Still, living beings keep trying. Try until the day they’re so smart, understand so much of the world and technology, that they might just survive the end of time. Or at least never have to die or hurt again.
But, well, without endings, how can anything new ever start?
And sometimes Tibre didn’t succeed. Those days, his thoughts returned to the meaningless of it all. He thought about the space battles that raged every day above their heads, just to protect the Dwellers. The same ones that had eventually killed that wolf—an alien race that hated humans with all they had.
But then he merely needed to look outside. He merely needed to do. Like playing with his children or feeling Piponre’s intense happiness at being a father. And sometimes he walked so far that he stumbled on statues of himself, made by praying animals.
And if they could understand those animals, they’d hear them talk about the “human gods”. About how some were glad they came and how they took care of them, and others were mad they had so much power and sometimes ate them.
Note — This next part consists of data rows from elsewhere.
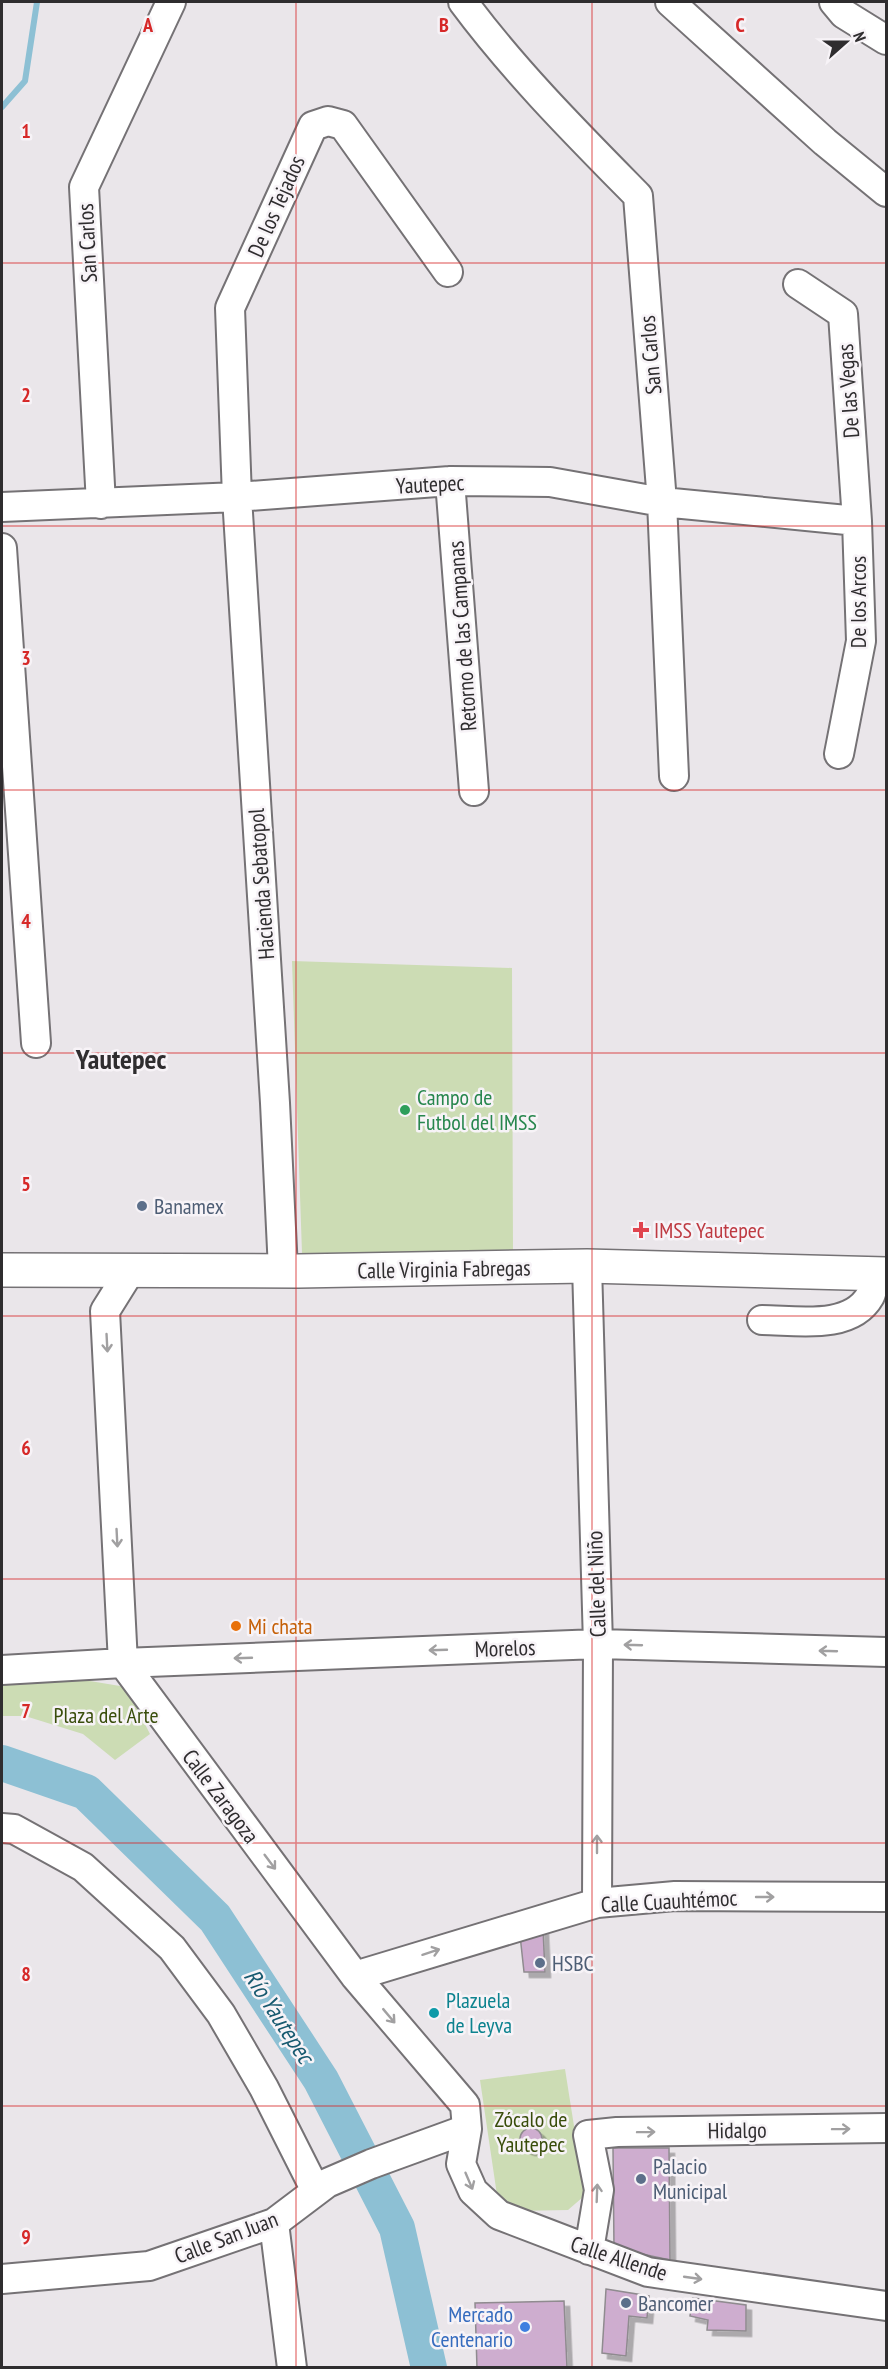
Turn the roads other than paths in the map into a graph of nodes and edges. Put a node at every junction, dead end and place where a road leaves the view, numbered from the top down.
1 (171, 2) edge
2 (463, 2) edge
3 (670, 2) edge
4 (834, 2) edge
5 (886, 40) edge
6 (886, 192) edge
7 (448, 272) dead end
8 (798, 284) dead end
9 (450, 481) junction
10 (237, 497) junction
11 (662, 502) junction
12 (101, 504) junction
13 (2, 507) edge
14 (857, 521) junction
15 (2, 548) edge
16 (839, 754) dead end
17 (674, 776) dead end
18 (474, 791) dead end
19 (36, 1043) dead end
20 (587, 1266) junction
21 (2, 1270) edge
22 (85, 1270) junction
23 (284, 1270) junction
24 (130, 1271) junction
25 (881, 1274) edge
26 (105, 1311) junction
27 (762, 1320) dead end
28 (598, 1644) junction
29 (886, 1652) edge
30 (123, 1663) junction
31 (2, 1670) edge
32 (2, 1828) edge
33 (886, 1897) edge
34 (597, 1903) junction
35 (355, 1976) junction
36 (886, 2128) edge
37 (467, 2129) junction
38 (322, 2187) junction
39 (498, 2214) joint
40 (274, 2223) junction
41 (589, 2250) junction
42 (2, 2279) edge
43 (886, 2306) edge
44 (292, 2367) edge

1 - 12 street, San Carlos
2 - 11 street, San Carlos
3 - 6 street
4 - 5 street
7 - 10 street, De los Tejados
8 - 14 street, De las Vegas
9 - 10 street, Yautepec
9 - 11 street, Yautepec
9 - 18 street, Retorno de las Campanas
10 - 12 street, Yautepec
10 - 23 street, Hacienda Sebatopol
11 - 14 street, Yautepec
11 - 17 street, San Carlos
12 - 13 street, Yautepec
14 - 16 street, De los Arcos
15 - 19 street
20 - 23 main road, Calle Virginia Fabregas
20 - 25 main road, Calle Virginia Fabregas
20 - 28 street, Calle del Niño
21 - 22 main road, Calle Virginia Fabregas
22 - 24 main road, Calle Virginia Fabregas
22 - 26 street
23 - 24 main road, Calle Virginia Fabregas
24 - 26 street
25 - 27 street
26 -> 30 street
29 -> 28 street, Morelos
28 -> 30 street, Morelos
34 -> 28 street, Calle del Niño
30 - 31 street, Morelos
30 -> 35 street, Calle Zaragoza
32 - 38 street
34 -> 33 street, Calle Cuauhtémoc
35 -> 34 street, Calle Cuauhtémoc
35 -> 37 street, Calle Zaragoza
41 -> 36 street, Hidalgo
37 - 38 street, Calle San Juan
37 -> 39 street, Calle Zaragoza
38 - 40 street, Calle San Juan
39 - 41 street, Calle Allende
40 - 42 street, Calle San Juan
40 - 44 street
41 -> 43 street, Calle Allende

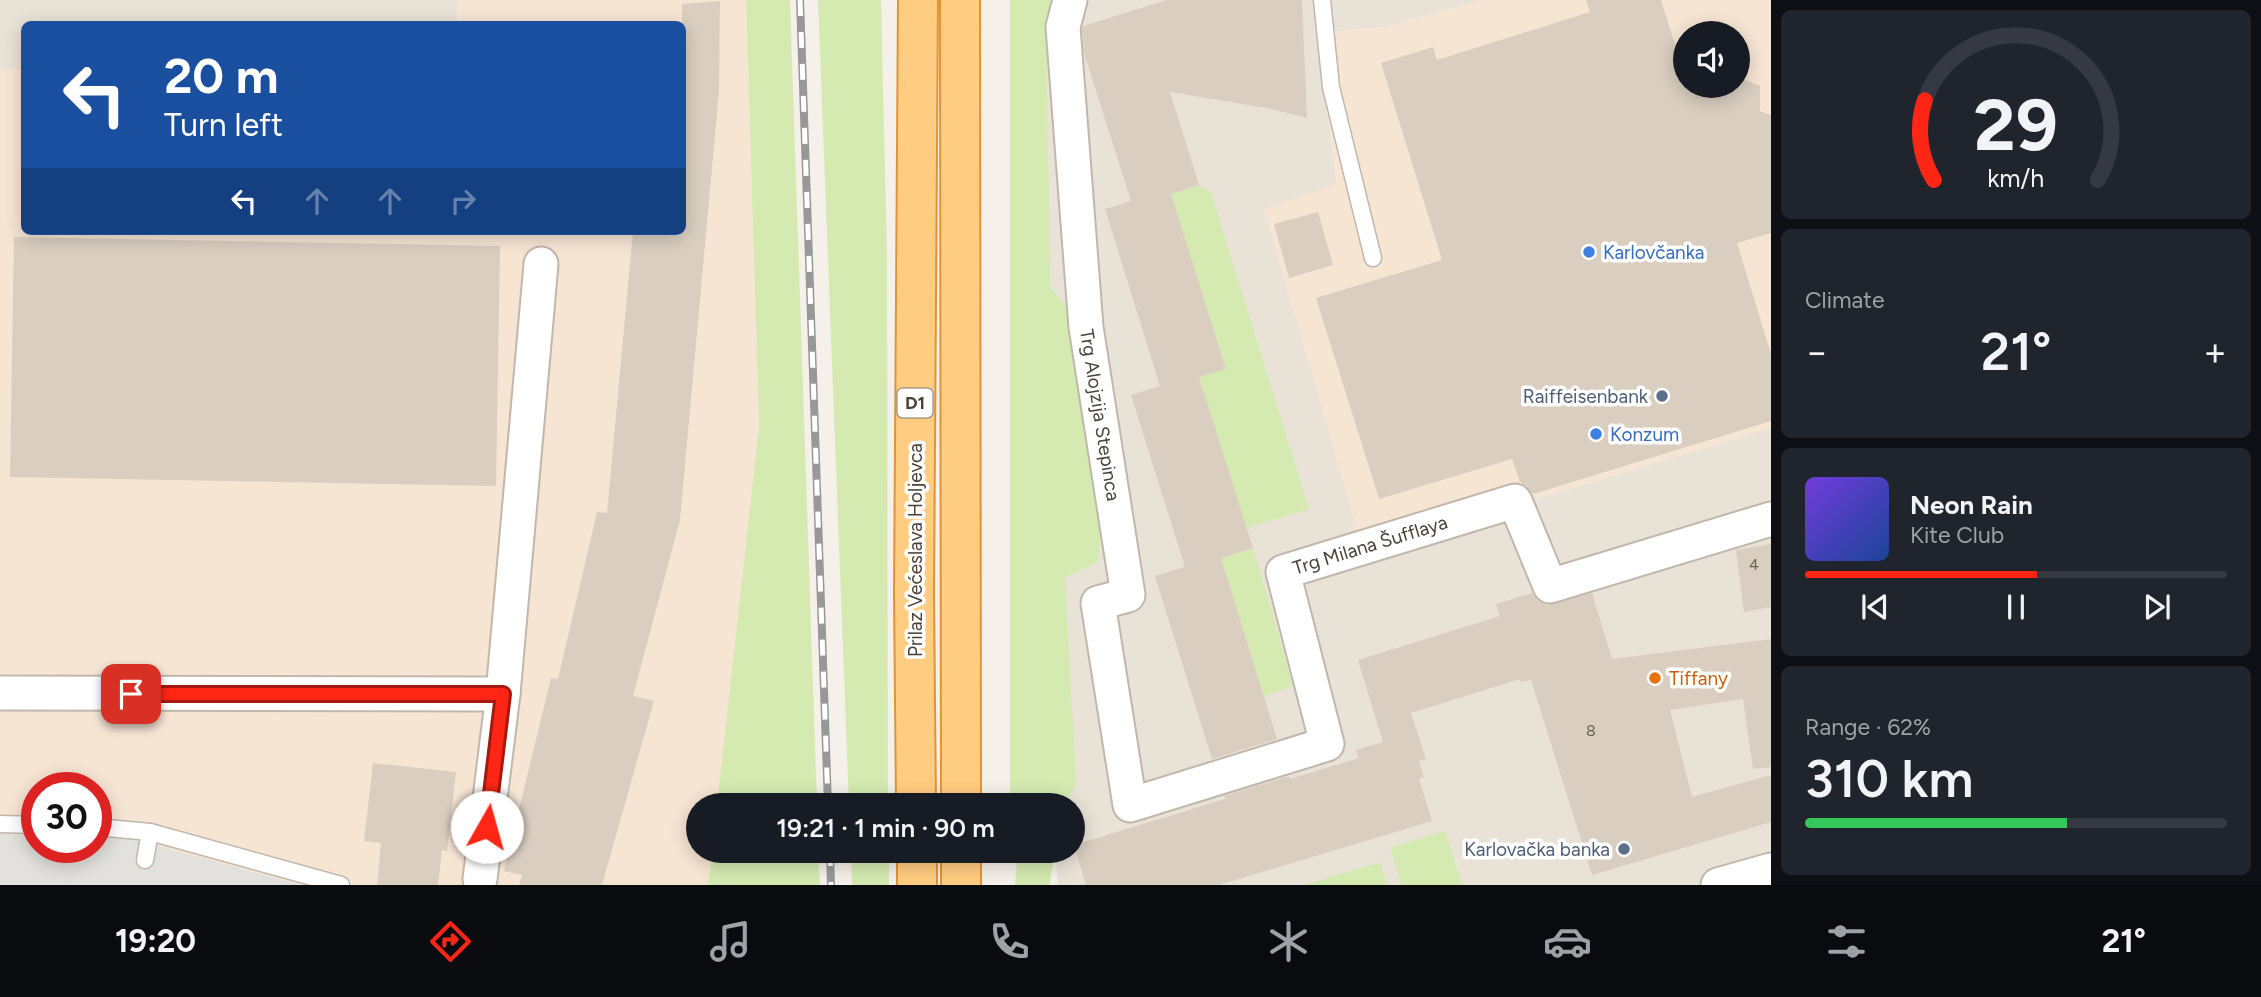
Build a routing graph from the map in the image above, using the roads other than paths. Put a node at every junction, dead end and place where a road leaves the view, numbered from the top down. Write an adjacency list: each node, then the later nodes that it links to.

How many thought the humans were magical and all had their own powers, while other animals thought humans should have shared those powers with the animals. Some felt that a first conflict was brewing …
Maybe one day they’d find the translation device that wolf used. And they could live harmoniously with those animals. Nobody could predict the future, but the Dwellers would certainly go out every day to discover, explore, and try to reach new heights.
Maybe Tibre would lose his faith one day again. Maybe in a week, a year, he’d give up for good. He’d scratch another line into the Linecave, and after 729 attempts, the Dwellers of Holed were done.
But it was not today.
Still Tibre was a hero, dear reader, that is what I know for sure. Mankind desperately asks the universe about the meaning of life every day; the universe responds with nothing but eternal silence. The only conclusion is that life has no meaning and no purpose. There is nothing else in that cold void, nothing outside of this moment on earth. Those who know that, and still wake up every day and try their hardest, are absurd heroes.